Start of Block
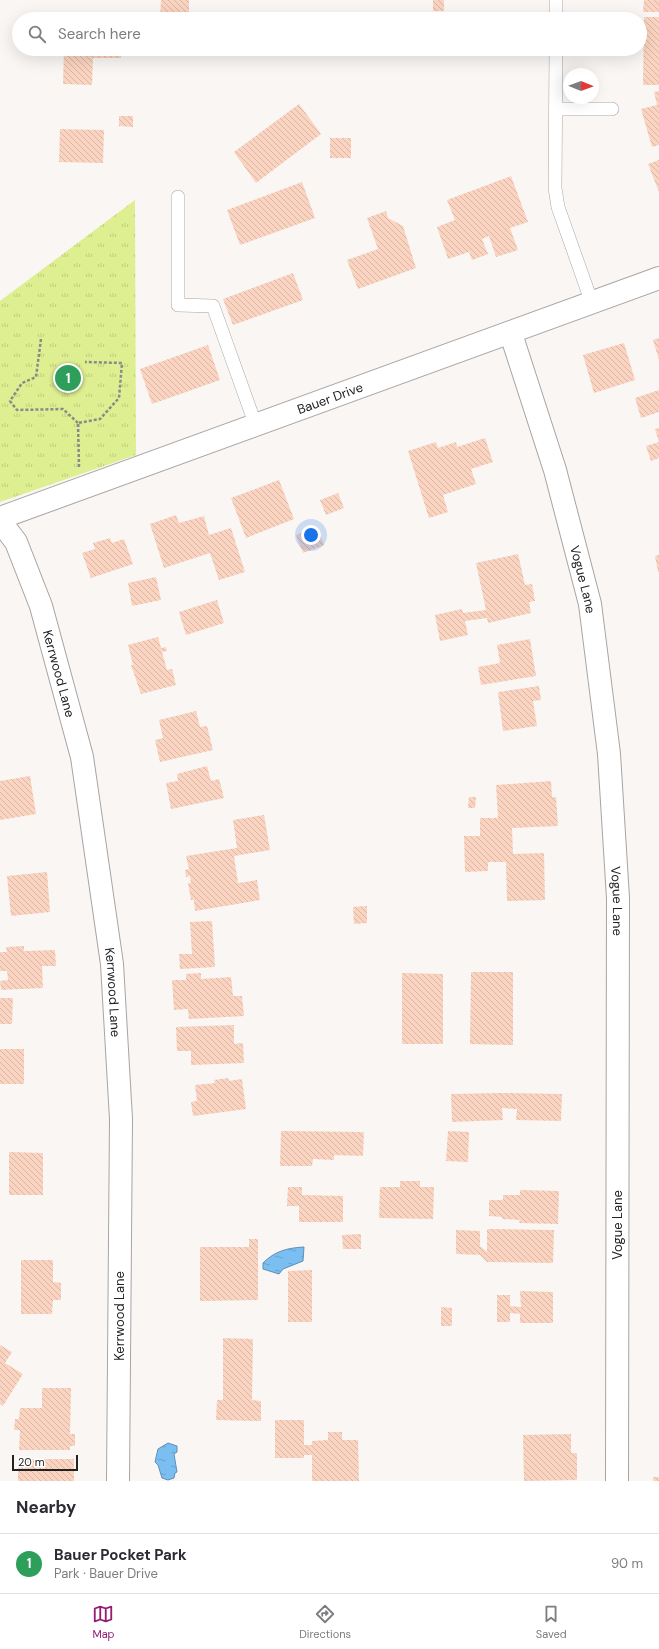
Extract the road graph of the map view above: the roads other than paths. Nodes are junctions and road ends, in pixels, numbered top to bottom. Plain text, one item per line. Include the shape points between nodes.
1 (556, 0) edge
2 (556, 12) edge
3 (556, 56) edge
4 (556, 109) junction
5 (612, 109) dead end
6 (178, 197) dead end
7 (659, 278) edge
8 (592, 303) junction
9 (511, 334) junction
10 (256, 426) junction
11 (0, 518) edge
12 (0, 522) edge
13 (118, 1481) edge
14 (617, 1481) edge

1 - 2 lane
3 - 4 lane
4 - 5 lane
4 - 8 lane via 555,188 558,207
6 - 10 lane via 178,305 213,306
7 - 8 street, Bauer Drive
8 - 9 street, Bauer Drive
9 - 10 street, Bauer Drive
9 - 14 street, Vogue Lane via 554,466 590,604 609,754 618,898
10 - 11 street, Bauer Drive
12 - 13 street, Kerrwood Lane via 16,542 41,606 82,757 112,964 121,1119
End of Block
> **Exercise description**:
Output, word for word, the full listing above, with no pictures.

> **Completed exercise**:
Extract the road graph of the map view above: the roads other than paths. Nodes are junctions and road ends, in pixels, numbered top to bottom. Plain text, one item per line. Include the shape points between nodes.
1 (556, 0) edge
2 (556, 12) edge
3 (556, 56) edge
4 (556, 109) junction
5 (612, 109) dead end
6 (178, 197) dead end
7 (659, 278) edge
8 (592, 303) junction
9 (511, 334) junction
10 (256, 426) junction
11 (0, 518) edge
12 (0, 522) edge
13 (118, 1481) edge
14 (617, 1481) edge

1 - 2 lane
3 - 4 lane
4 - 5 lane
4 - 8 lane via 555,188 558,207
6 - 10 lane via 178,305 213,306
7 - 8 street, Bauer Drive
8 - 9 street, Bauer Drive
9 - 10 street, Bauer Drive
9 - 14 street, Vogue Lane via 554,466 590,604 609,754 618,898
10 - 11 street, Bauer Drive
12 - 13 street, Kerrwood Lane via 16,542 41,606 82,757 112,964 121,1119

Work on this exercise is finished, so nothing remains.